- _Instructions for the task_
Starting with the line with "pinky mcp: (1285, 1038)" in the entries below and going on through the line with "middle tip: (108, 155)", output every line exactly and nothing more. No pictures.

Collected data:

:::

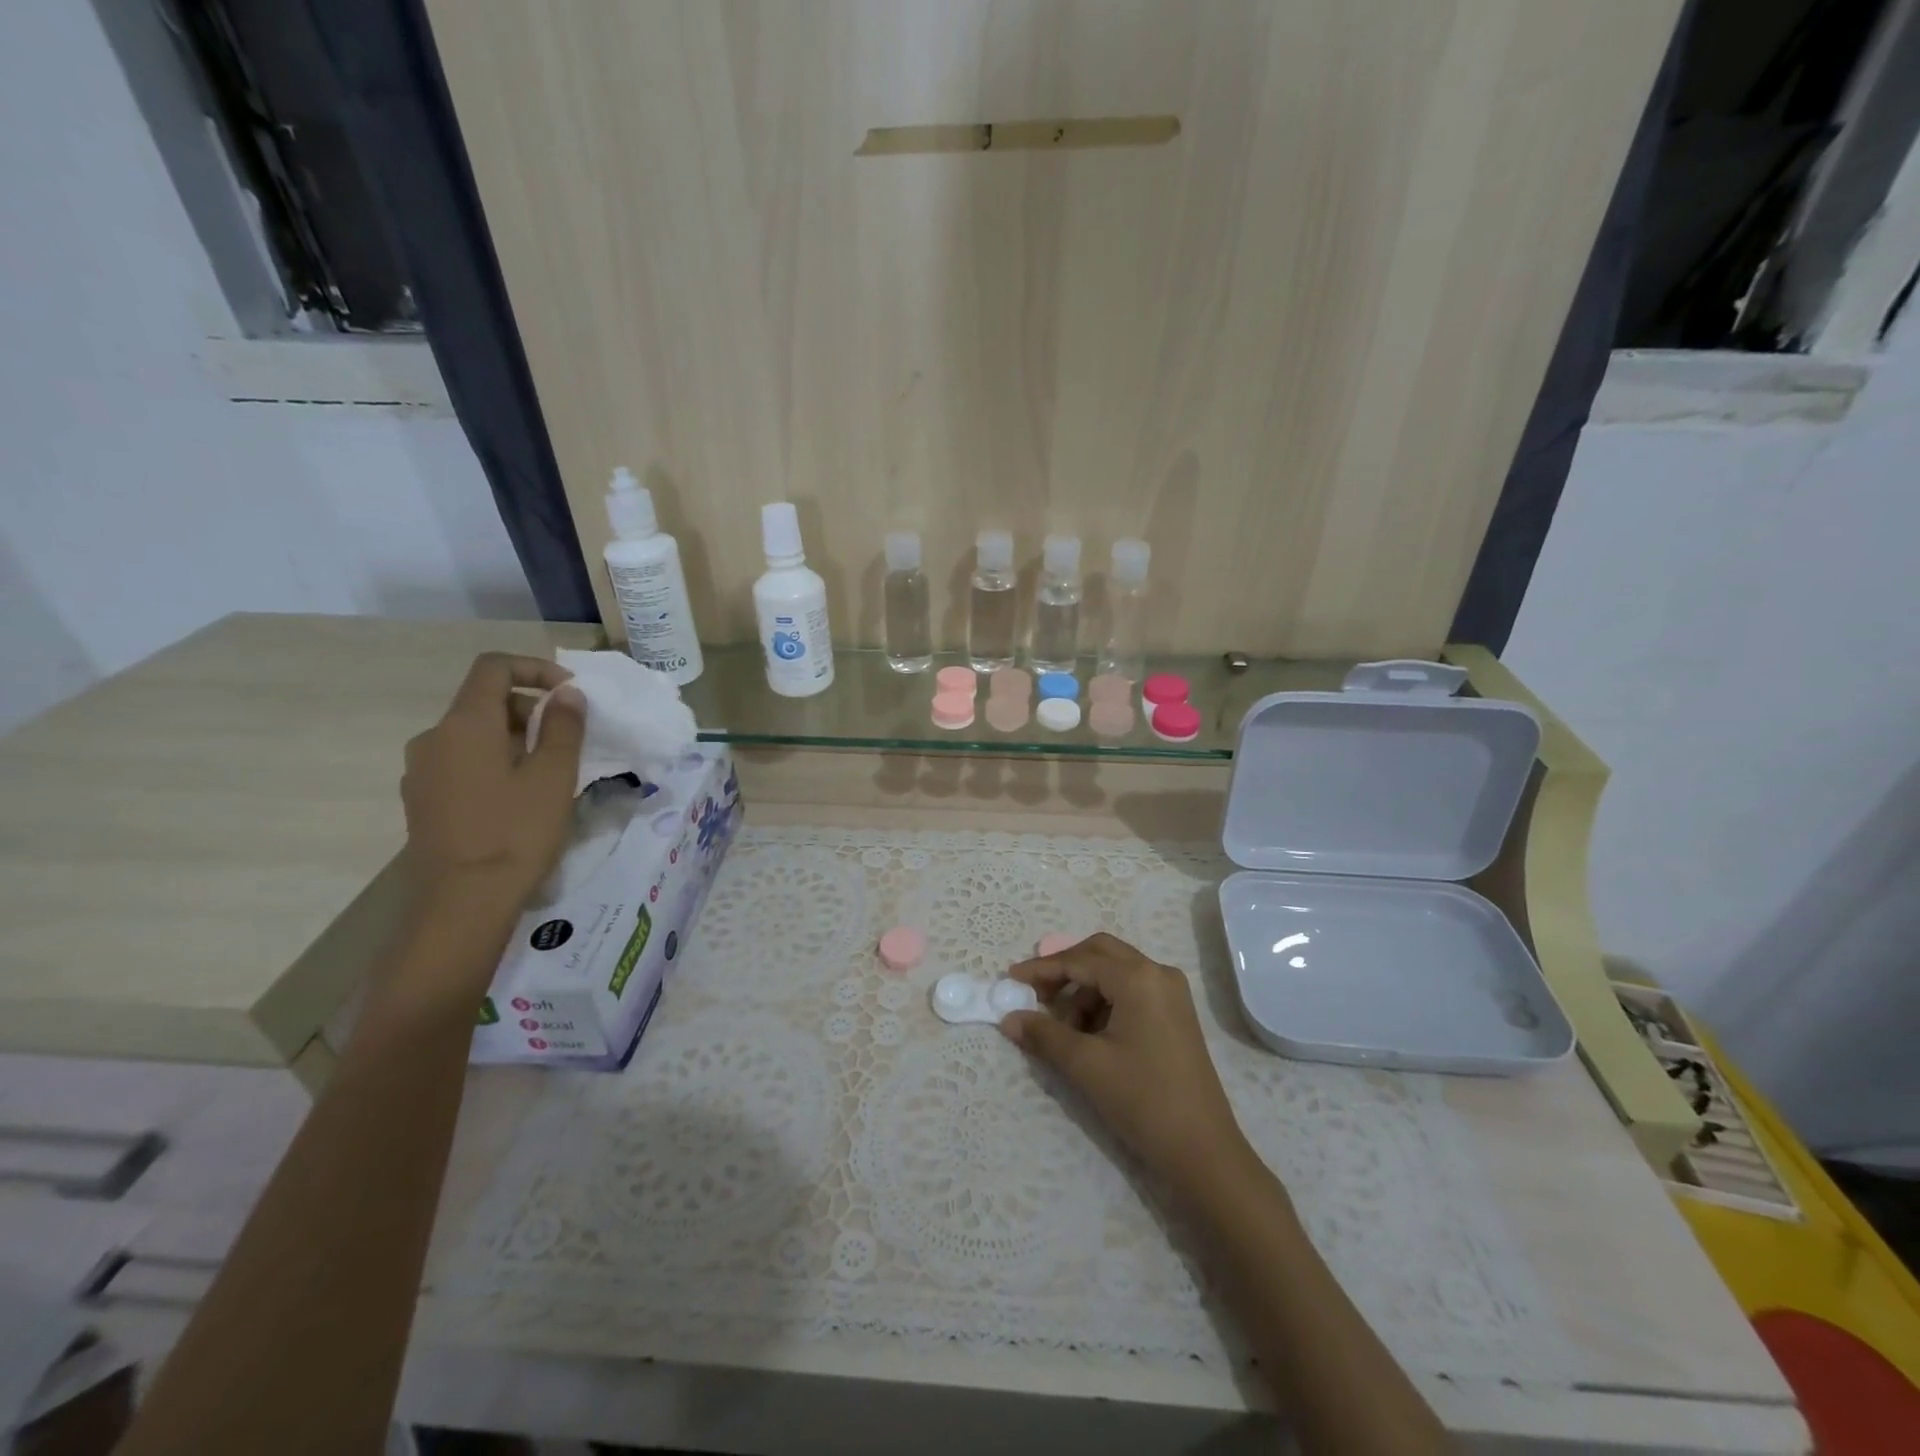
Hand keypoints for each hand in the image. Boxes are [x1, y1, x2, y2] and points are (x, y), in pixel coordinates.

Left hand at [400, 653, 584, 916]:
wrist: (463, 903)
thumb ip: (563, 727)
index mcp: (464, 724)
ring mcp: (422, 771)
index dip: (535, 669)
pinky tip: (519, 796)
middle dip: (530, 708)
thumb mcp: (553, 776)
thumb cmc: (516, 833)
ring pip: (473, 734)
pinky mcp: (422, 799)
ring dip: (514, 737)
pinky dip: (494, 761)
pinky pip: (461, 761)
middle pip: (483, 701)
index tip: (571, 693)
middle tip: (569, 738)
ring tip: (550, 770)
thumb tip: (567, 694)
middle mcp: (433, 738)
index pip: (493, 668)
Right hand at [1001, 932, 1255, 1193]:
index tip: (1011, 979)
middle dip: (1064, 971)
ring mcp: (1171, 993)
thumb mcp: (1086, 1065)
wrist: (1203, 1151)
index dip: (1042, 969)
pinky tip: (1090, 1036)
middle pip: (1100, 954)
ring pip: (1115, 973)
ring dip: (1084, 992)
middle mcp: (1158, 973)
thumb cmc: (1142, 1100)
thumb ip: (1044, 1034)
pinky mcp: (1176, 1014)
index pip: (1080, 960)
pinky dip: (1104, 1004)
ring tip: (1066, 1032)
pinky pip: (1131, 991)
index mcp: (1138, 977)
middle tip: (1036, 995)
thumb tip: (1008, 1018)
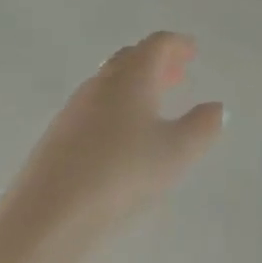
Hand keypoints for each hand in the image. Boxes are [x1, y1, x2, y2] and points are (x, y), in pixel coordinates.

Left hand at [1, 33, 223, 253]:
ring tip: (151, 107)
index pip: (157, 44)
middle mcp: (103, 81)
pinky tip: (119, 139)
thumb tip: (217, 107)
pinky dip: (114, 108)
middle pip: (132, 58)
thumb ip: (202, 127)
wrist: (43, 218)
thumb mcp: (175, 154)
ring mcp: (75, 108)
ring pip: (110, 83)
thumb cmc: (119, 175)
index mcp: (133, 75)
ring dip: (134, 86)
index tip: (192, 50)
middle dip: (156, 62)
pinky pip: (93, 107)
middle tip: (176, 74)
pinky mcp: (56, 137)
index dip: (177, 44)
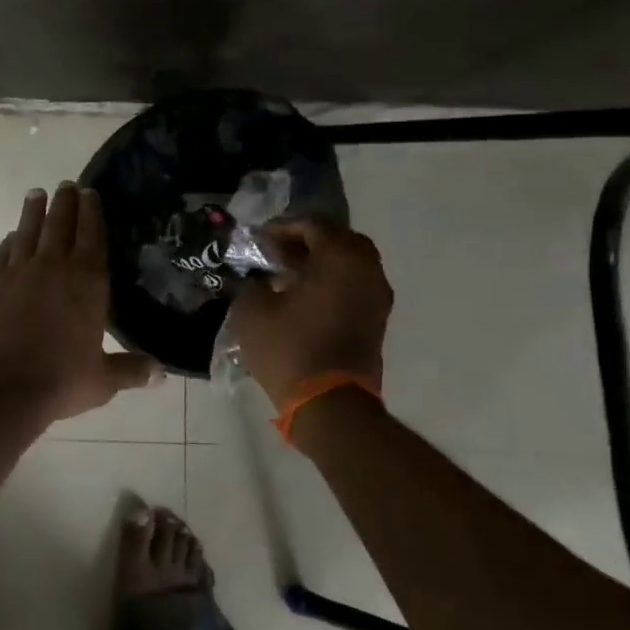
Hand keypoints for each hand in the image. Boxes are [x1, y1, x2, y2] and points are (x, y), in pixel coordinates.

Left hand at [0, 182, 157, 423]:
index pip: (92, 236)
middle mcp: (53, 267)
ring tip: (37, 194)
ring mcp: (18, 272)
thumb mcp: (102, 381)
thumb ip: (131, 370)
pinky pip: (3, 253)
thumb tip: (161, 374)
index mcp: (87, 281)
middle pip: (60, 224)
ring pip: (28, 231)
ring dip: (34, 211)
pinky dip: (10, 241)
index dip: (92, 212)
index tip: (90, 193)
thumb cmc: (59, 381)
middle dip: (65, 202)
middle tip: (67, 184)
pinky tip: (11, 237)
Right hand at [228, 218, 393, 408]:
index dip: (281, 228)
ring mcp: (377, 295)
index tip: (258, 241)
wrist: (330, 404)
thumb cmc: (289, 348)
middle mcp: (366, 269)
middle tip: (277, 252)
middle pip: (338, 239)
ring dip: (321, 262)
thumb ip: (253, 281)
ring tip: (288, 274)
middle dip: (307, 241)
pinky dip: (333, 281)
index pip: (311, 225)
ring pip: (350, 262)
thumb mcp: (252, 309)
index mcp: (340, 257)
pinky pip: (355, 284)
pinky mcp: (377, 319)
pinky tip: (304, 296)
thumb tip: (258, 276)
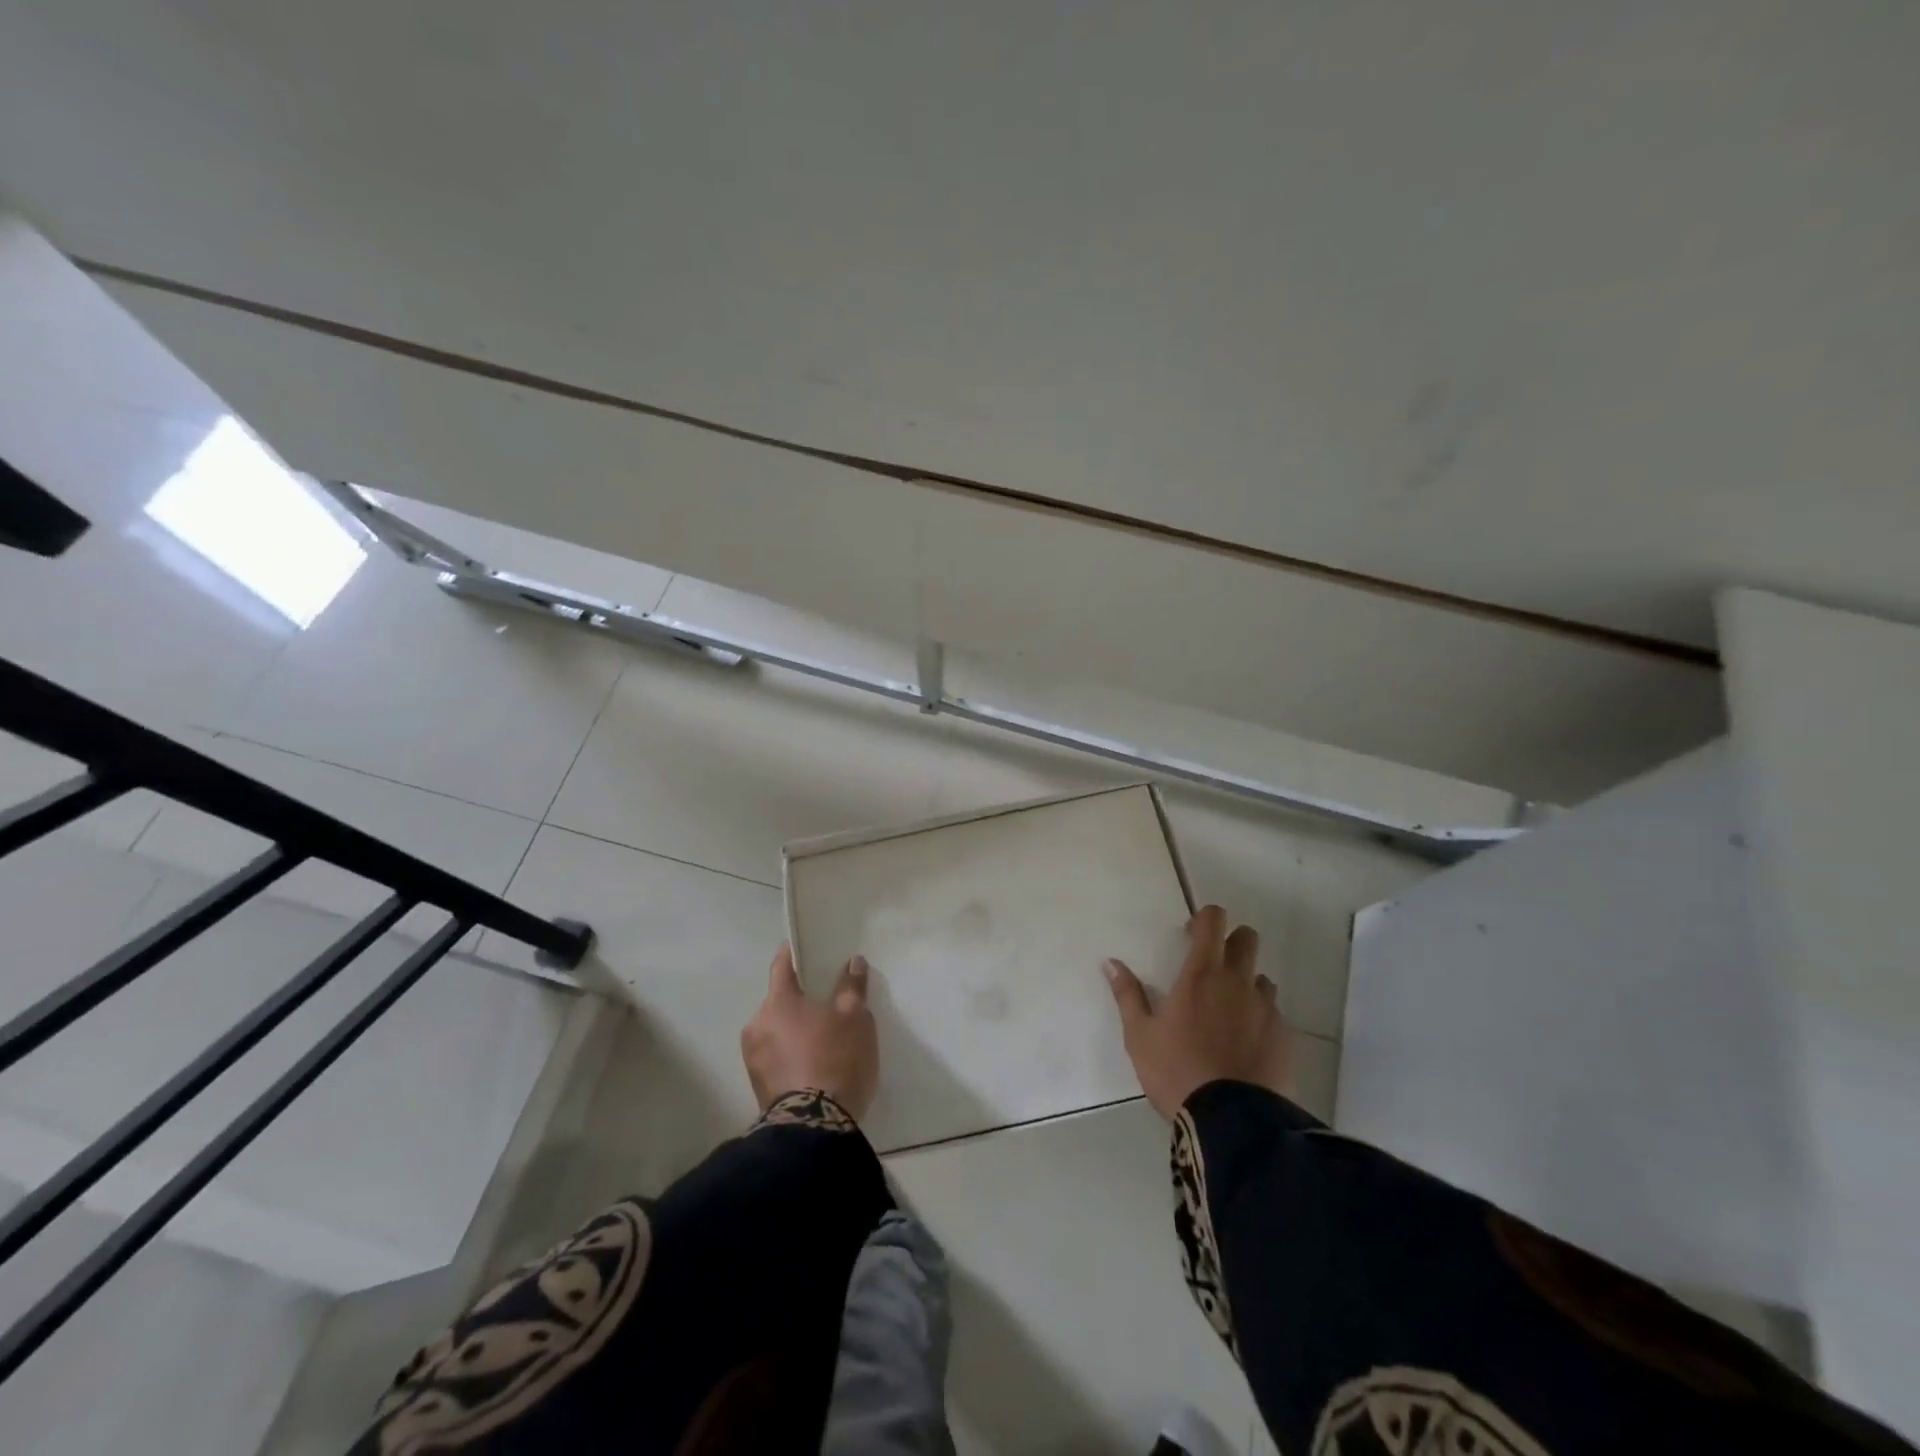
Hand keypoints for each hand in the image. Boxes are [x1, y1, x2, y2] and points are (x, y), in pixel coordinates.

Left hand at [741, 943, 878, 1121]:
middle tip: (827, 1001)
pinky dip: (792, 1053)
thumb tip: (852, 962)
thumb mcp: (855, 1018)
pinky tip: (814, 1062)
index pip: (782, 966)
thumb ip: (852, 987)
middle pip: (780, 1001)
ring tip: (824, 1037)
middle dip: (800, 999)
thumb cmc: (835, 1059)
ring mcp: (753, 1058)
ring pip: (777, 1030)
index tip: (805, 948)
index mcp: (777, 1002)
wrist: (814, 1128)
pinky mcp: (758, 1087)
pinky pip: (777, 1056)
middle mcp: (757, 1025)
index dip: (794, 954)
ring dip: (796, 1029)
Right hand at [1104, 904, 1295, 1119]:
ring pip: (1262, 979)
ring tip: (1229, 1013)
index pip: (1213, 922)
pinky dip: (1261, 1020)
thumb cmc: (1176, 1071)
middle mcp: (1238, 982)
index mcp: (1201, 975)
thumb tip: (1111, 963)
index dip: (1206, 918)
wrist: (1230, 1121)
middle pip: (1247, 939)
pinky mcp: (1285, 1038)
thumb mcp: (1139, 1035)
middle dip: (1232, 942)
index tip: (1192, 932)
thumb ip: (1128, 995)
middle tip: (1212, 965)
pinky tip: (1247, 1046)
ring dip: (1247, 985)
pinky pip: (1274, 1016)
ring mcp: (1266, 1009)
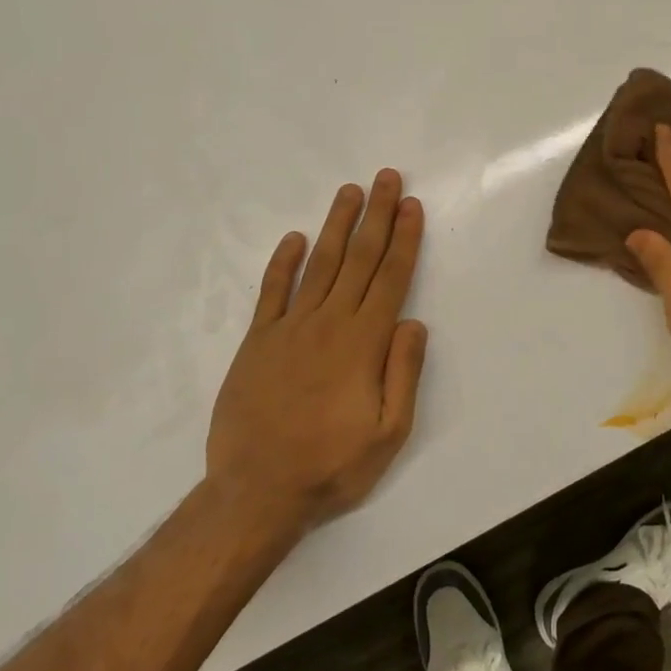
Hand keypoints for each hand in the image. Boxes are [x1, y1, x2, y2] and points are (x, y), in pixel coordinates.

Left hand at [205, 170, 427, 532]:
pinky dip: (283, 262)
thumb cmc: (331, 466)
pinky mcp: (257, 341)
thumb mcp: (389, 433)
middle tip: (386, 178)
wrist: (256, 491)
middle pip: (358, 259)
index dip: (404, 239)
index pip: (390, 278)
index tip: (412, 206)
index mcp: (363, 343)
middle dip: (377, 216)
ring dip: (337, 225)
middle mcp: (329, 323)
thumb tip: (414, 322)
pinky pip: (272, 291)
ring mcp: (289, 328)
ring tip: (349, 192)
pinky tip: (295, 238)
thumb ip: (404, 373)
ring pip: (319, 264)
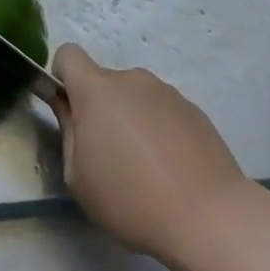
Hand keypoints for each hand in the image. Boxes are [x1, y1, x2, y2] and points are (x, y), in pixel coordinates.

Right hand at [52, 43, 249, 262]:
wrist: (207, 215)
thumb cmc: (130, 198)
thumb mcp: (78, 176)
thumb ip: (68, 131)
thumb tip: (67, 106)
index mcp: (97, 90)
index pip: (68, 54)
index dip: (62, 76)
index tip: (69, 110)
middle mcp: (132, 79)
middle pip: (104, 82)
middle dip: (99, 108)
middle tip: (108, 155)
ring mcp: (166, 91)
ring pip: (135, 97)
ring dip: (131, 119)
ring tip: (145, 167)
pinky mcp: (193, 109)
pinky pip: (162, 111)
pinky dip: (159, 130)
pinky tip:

:::

- _Task solution_
pinky mcp: (1285, 1038)
thumb mcp: (1139, 1035)
middle dip: (1232, 942)
index tip: (1192, 932)
thumb ip: (1128, 995)
middle tip: (1212, 965)
pinky tip: (1247, 1046)
ring dip: (1247, 985)
pinky pip: (1274, 1016)
ring mcp: (1266, 1009)
Hand keypoints for each hand in the image. Boxes are [x1, y1, x2, y2] and points are (x, y), in pixel coordinates.

Left hand at [205, 170, 427, 532]:
pinky dip: (283, 262)
thumb cmc: (331, 466)
pinky mcp: (257, 341)
thumb mcp: (389, 433)
middle tip: (386, 178)
wrist: (256, 491)
middle pip: (358, 259)
index dip: (404, 239)
index pip: (390, 278)
index tip: (412, 206)
index mcp: (363, 343)
middle dip: (377, 216)
ring dip: (337, 225)
middle mcp: (329, 323)
thumb tip: (414, 322)
pinky pip: (272, 291)
ring mcp: (289, 328)
ring tip: (349, 192)
pinky tip: (295, 238)
thumb ip: (404, 373)
ring pip: (319, 264)
Hand keypoints for each hand in the image. Boxes are [x1, y1, x2, y2] and points are (x, y), in pixel coordinates.

Right hand at [52, 43, 249, 262]:
wrist: (207, 215)
thumb cmc: (130, 198)
thumb mcp: (78, 176)
thumb ip: (68, 131)
thumb tip: (67, 106)
index mcp: (97, 90)
index pip: (68, 54)
index dip: (62, 76)
index tip: (69, 110)
middle mcp: (132, 79)
middle pip: (104, 82)
middle dip: (99, 108)
middle tip: (108, 155)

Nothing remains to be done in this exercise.